Não é claro quão profundo será o impacto da morte do chefe da Al Qaeda, que hoje é uma sombra da poderosa organização que levou a cabo o 11 de Setembro, mas cujos vários ramos lentamente se vinham a reconstituir. A guerra civil dentro do movimento jiadista, entre os lealistas à organização fundada por Osama Bin Laden e os restos do Estado Islâmico, dificultou a vida à Al Qaeda. Mas esta tem conseguido afirmar-se, dando um novo rosto a jiadistas locais, como se fosse uma espécie de franchise, estilo McDonalds. Havendo novas filiais como a Al-Qaeda no Subcontinente Indiano (AQSI), fundada em 2014, dois anos após a Al Shaabab, na Somália, ter jurado lealdade à organização. Enquanto a Al-Qaeda no Magrebe Islâmico ameaça o Sahel – uma extensa faixa de território que passa pelo Burkina Faso, Camarões, Chade, Gambia, Mauritânia, Mali, Niger, Nigéria e Senegal – e beneficia de extensas redes de tráfico de armas ou droga através do deserto.

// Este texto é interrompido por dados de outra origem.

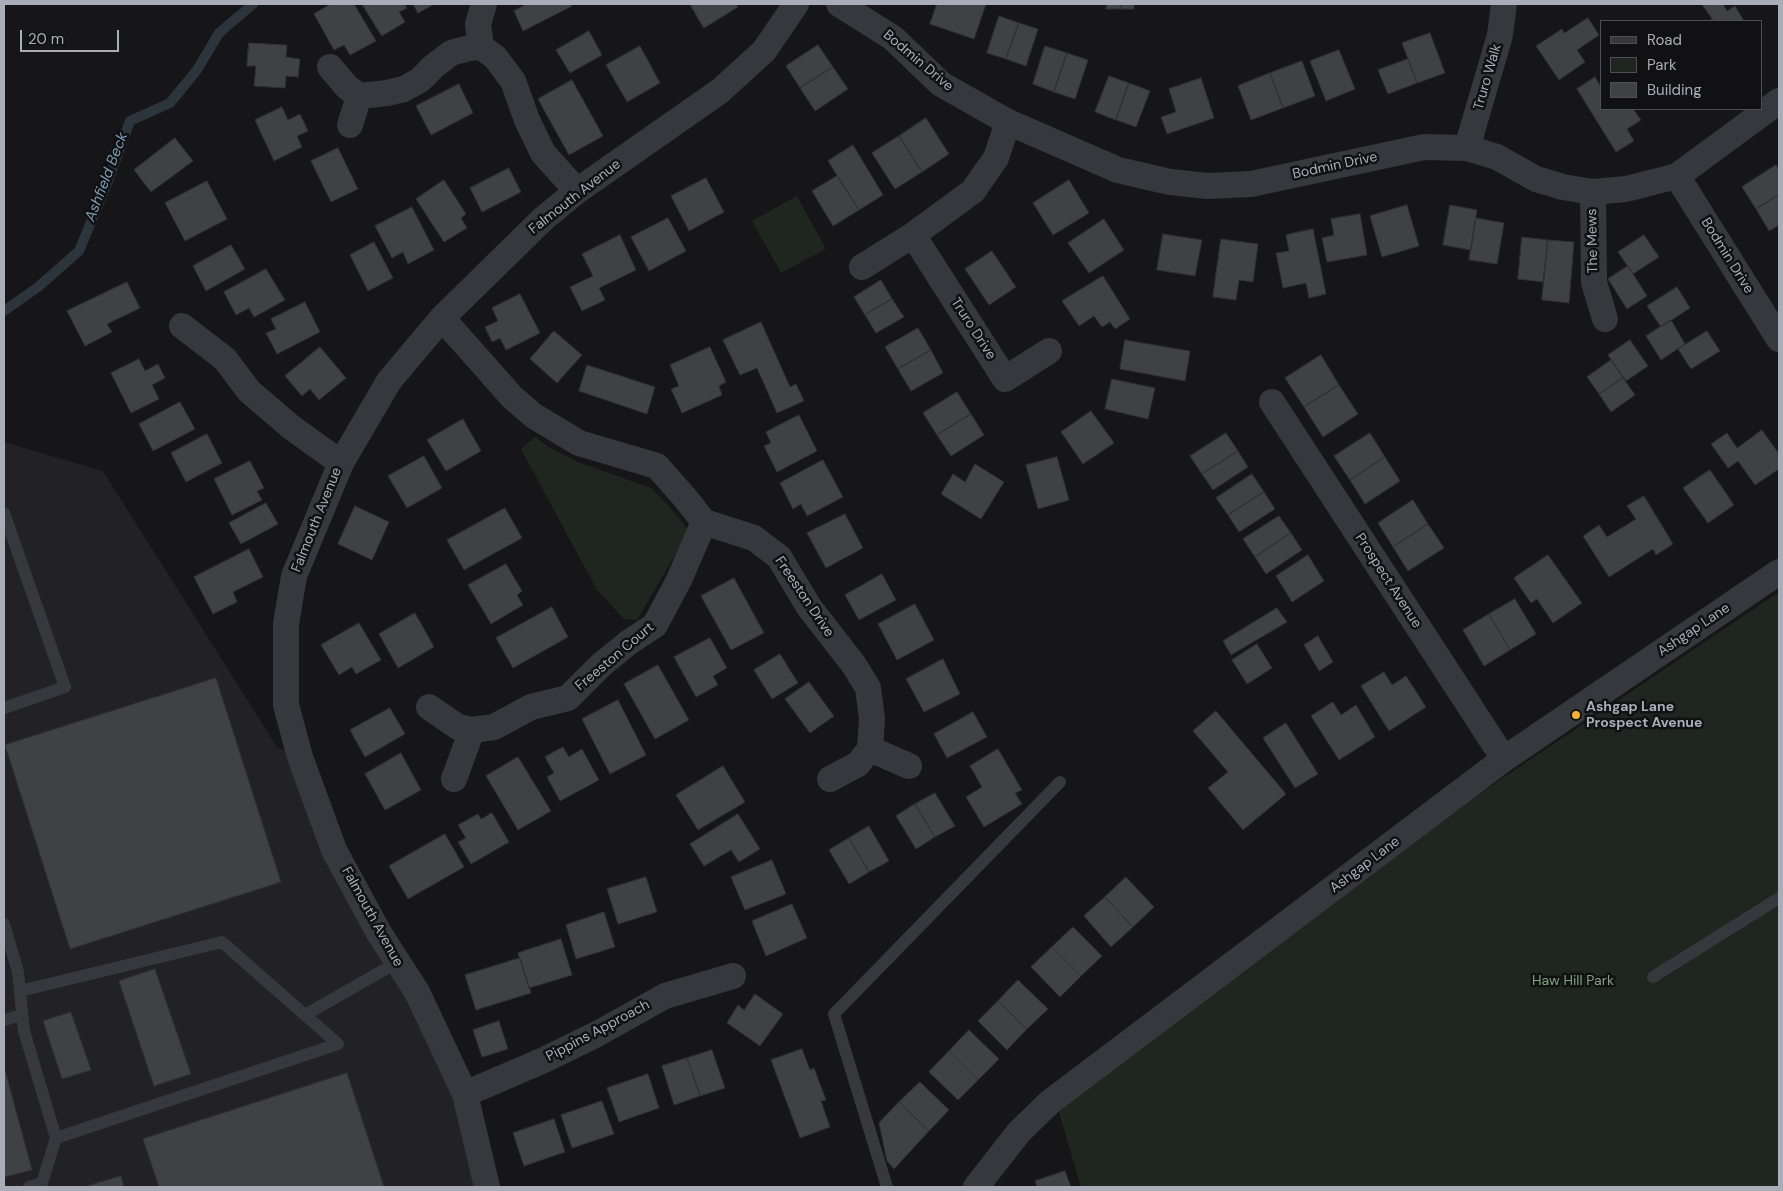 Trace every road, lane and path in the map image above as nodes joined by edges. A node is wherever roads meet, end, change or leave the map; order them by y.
1 (484, 4) edge
2 (796, 4) edge
3 (839, 4) edge
4 (1504, 4) edge
5 (481, 47) junction
6 (330, 67) dead end
7 (359, 96) junction
8 (1779, 101) edge
9 (1008, 122) junction
10 (350, 125) dead end
11 (1467, 148) junction
12 (1678, 176) junction
13 (577, 191) junction
14 (1592, 192) junction
15 (913, 235) junction
16 (862, 267) dead end
17 (442, 318) junction
18 (1605, 319) dead end
19 (182, 326) dead end
20 (1779, 339) edge
21 (1049, 351) dead end
22 (1272, 402) dead end
23 (341, 463) junction
24 (4, 513) edge
25 (704, 522) junction
26 (1779, 572) edge
27 (4, 708) edge
28 (429, 708) dead end
29 (472, 730) junction
30 (870, 749) junction
31 (1504, 759) junction
32 (909, 766) dead end
33 (454, 778) dead end
34 (830, 779) dead end
35 (1060, 782) dead end
36 (1779, 898) edge
37 (4, 924) edge
38 (396, 962) junction
39 (733, 976) dead end
40 (1653, 977) dead end
41 (20, 991) junction
42 (22, 1015) junction
43 (305, 1015) junction
44 (4, 1020) edge
45 (465, 1094) junction
46 (56, 1138) junction
47 (45, 1185) edge
48 (29, 1187) edge
49 (487, 1187) edge
50 (888, 1187) edge
51 (976, 1187) edge

1 - 5 street
2 - 13 street, Falmouth Avenue
3 - 9 street, Bodmin Drive
4 - 11 street, Truro Walk
5 - 7 street
5 - 13 street
6 - 7 street
7 - 10 street
8 - 12 street
9 - 11 street, Bodmin Drive
9 - 15 street
11 - 14 street, Bodmin Drive
12 - 14 street, Bodmin Drive
12 - 20 street, Bodmin Drive
13 - 17 street, Falmouth Avenue
14 - 18 street, The Mews
15 - 16 street
15 - 21 street, Truro Drive
17 - 23 street, Falmouth Avenue
17 - 25 street
19 - 23 street
22 - 31 street, Prospect Avenue
23 - 38 street, Falmouth Avenue
24 - 27 lane
25 - 29 street, Freeston Court
25 - 30 street, Freeston Drive
26 - 31 street, Ashgap Lane
28 - 29 street
29 - 33 street
30 - 32 street
30 - 34 street
31 - 51 street, Ashgap Lane
35 - 50 lane
36 - 40 lane
37 - 41 lane
38 - 43 lane
38 - 45 street, Falmouth Avenue
39 - 45 street, Pippins Approach
41 - 42 lane
41 - 43 lane
42 - 44 lane
42 - 46 lane
43 - 46 lane
45 - 49 street, Falmouth Avenue
46 - 47 lane
47 - 48 lane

Aliás, em vida, o próprio Al-Zawahiri, conhecido como um ideólogo discreto e pouco carismático, sobretudo comparado com Bin Laden, fez tudo para garantir que a organização lhe sobrevivia. “Sob a liderança de Al-Zawahiri, a Al Qaeda tornou-se cada vez mais descentralizada, com a autoridade a recair sobretudo nas mãos dos líderes das filiais”, frisava um relatório recente do think thank do Counter Extremism Project.
Já os talibãs mostraram-se furiosos com o assassinato do seu convidado. Não havendo uma maneira plausível de negar que estavam conscientes da presença de Al-Zawahiri, por quem os EUA ofereciam uma recompensa de 25 milhões de dólares, mais a sua mulher e a filha, numa área tão movimentada quanto o bairro de Choorpur.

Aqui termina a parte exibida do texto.